For Centrus, the most significant risk is the contract with TENEX. This Russian state-owned corporation produces components for uranium enrichment and nuclear fuel production. 2015 Centrus signed a contract with them in force until 2028. If sanctions are imposed on Russian uranium, deliveries from TENEX will stop. Centrus would have to restart its LEU production facilities and rely on the accumulated uranium reserves.
The below expose is from the company`s Q2 2023 report. It discusses the Orano Supply Agreement and the Russian Suspension Agreement (RSA).
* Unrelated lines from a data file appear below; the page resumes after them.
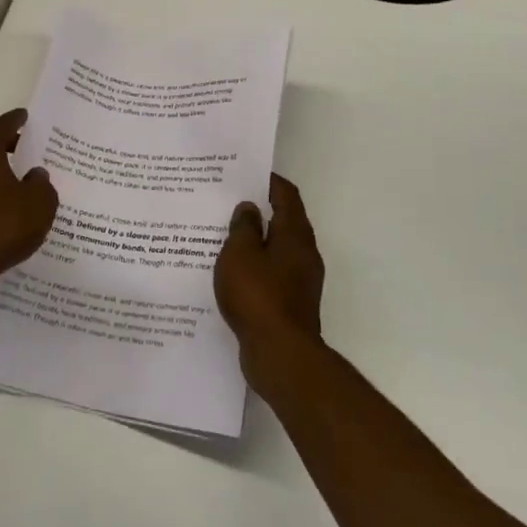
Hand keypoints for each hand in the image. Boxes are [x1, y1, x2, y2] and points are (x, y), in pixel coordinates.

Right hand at [214, 174, 325, 395]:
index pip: (286, 195)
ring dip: (255, 240)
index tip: (245, 172)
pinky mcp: (290, 302)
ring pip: (276, 249)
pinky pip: (271, 273)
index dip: (268, 181)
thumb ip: (243, 227)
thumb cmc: (258, 296)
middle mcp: (304, 253)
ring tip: (222, 235)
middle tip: (227, 201)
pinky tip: (231, 271)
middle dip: (258, 210)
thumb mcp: (240, 254)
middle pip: (283, 221)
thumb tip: (249, 208)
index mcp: (295, 235)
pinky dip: (254, 266)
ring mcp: (300, 280)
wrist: (280, 354)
Risk-related, the latter matters the most.
The Department of Commerce (DOC), in April 2023, decided to keep RSA in effect till 01 January 2028.
On the other hand, in February of that year, a bill for a complete ban on Russian uranium imports was introduced. House committee approved the bill. An important detail is mentioned in the quote below from an article published in Nuclear Newswire:
The legislation would start banning Russian uranium 90 days after its enactment but would also allow the Department of Energy to issue waivers should the DOE determine (1) that there is no alternate source of low-enriched uranium available to keep a U.S. nuclear reactor in operation or (2) that importing Russian uranium is in the national interest.
That bill might pass the Senate, and the President will sign it. That will cause shockwaves in the uranium market and will adversely affect Centrus. On the other hand, as the quote above hints, there will be legal backdoors. Another factor diminishing the negative consequences is the DOC decision to extend the RSA till 2028.
Conclusion
Centrus is a geopolitical wager betting on deepening the uranium deficit and US nuclear revival at a great price. The critical role of the uranium enrichment process makes Centrus essential for national defense and energy independence. The memorandum between Terra Power and Centrus and the DoD-awarded contract notably increased my hypothesis’s credibility. The company’s primary risk is the Russian uranium supply ban. However, due to the DOC decision and the legislation backdoors, the negative effect will be short-lived. Centrus Energy is an extremely volatile long-term play with a horizon above 24 months.